En revanche, la question de la facture continue de bloquer. M. Barnier s’est montré très explicite jeudi : « Les Britanniques disent qu’ils ne veulent pas payer plus qu’ils ne doivent au budget de l’Union avant le jour du Brexit (…), mais les contribuables des 27 [pays restant dans l’Union] ne doivent pas payer pour les obligations prises à 28, ce ne serait pas juste. »

Londres a certes reconnu, dès juillet, qu’il devrait laisser un chèque à Bruxelles avant de claquer la porte. Mais la méthode de calcul fait débat. Suivant les scénarios, la facture finale pourrait osciller entre 25 et 65 milliards d’euros, selon le think tank Bruegel. L’affaire tourne à une bataille de juristes, pour définir exactement ce que le Royaume-Uni doit légalement à l’UE. « Nous avons une approche légale très différente », reconnaît M. Davis. Bruxelles craint que Londres veuille réduire le chèque en mêlant dans le calcul le prix de ses engagements passés et le coût du statut temporaire spécial qu’elle compte obtenir entre le Brexit et la conclusion d’un nouvel accord de libre-échange avec l’UE.

D’un accord sur la facture dépend la suite des négociations. Londres espère passer aux discussions sur le futur accord de libre-échange dès le prochain sommet européen, en octobre. « Nous pensons que nous devrions commencer les négociations sur l’accord final parce que c’est bon pour les entreprises et la prospérité du peuple britannique et du reste de l’UE », a estimé le secrétaire d’Etat britannique au commerce international, Liam Fox, en menaçant : « Nous ne pouvons pas faire l’objet de chantage. » En l’état actuel des choses, ce calendrier semble pourtant trop serré, repoussant l’échéance au mieux à décembre.

« Copier-coller »

Parallèlement, à Tokyo, la première ministre britannique concluait un déplacement en demi-teinte. Initialement, elle espérait entamer des négociations sur un futur partenariat commercial. Elle ne fait que sauver la face, en obtenant du Japon la promesse formelle de travailler à un accord après le Brexit… mais en s’alignant sur ce qu’il est en train de mettre en place avec l’UE. En juillet, Bruxelles et Tokyo ont annoncé en fanfare un accord de principe pour un traité commercial d’une portée considérable.

Pour les Japonais, le marché européen, bien plus gros que celui des Britanniques, est prioritaire. Pas question d’entamer des discussions parallèles avec Londres avant d’avoir réglé tous les détails avec Bruxelles. Et surtout, pas question de se mettre au travail avec Londres, de commencer à discuter quotas de viande de bœuf ou de cheddar, sans savoir quel type de relations le pays entretiendra avec le reste de l’Union à la suite du Brexit. Les Japonais se disent au mieux prêts à discuter avec le Royaume-Uni sur la base de l’accord négocié avec Bruxelles : c’est-à-dire que les Britanniques n’obtiendront vraisemblablement pas de meilleures conditions pour leurs exportations que celles accordées aux Vingt-Huit.
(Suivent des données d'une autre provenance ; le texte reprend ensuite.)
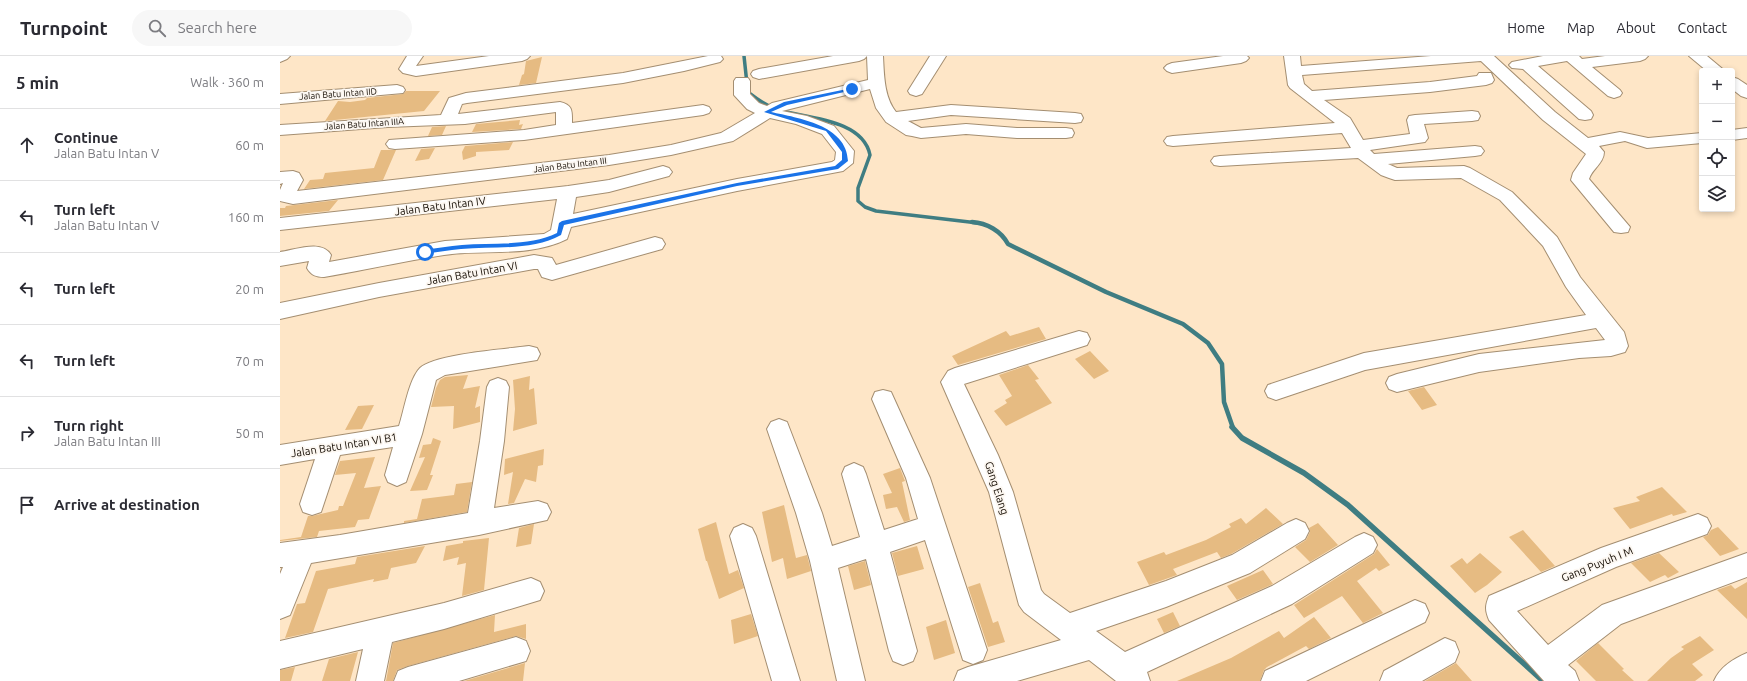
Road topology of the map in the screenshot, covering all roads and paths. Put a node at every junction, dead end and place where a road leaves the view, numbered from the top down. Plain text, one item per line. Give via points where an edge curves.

Mme May a dû le reconnaître jeudi : les futures négociations commerciales avec Tokyo se feront « sur la base de l’accord final » entre l’UE et le Japon. « Les partisans du Brexit comme Boris Johnson nous disaient que le Royaume-Uni devait quitter l’UE pour signer de meilleurs accords commerciaux, mais il s’avère que le gouvernement vise au mieux un copier-coller de ce que nous avons déjà via l’UE », accuse Ben Bradshaw, un député travailliste.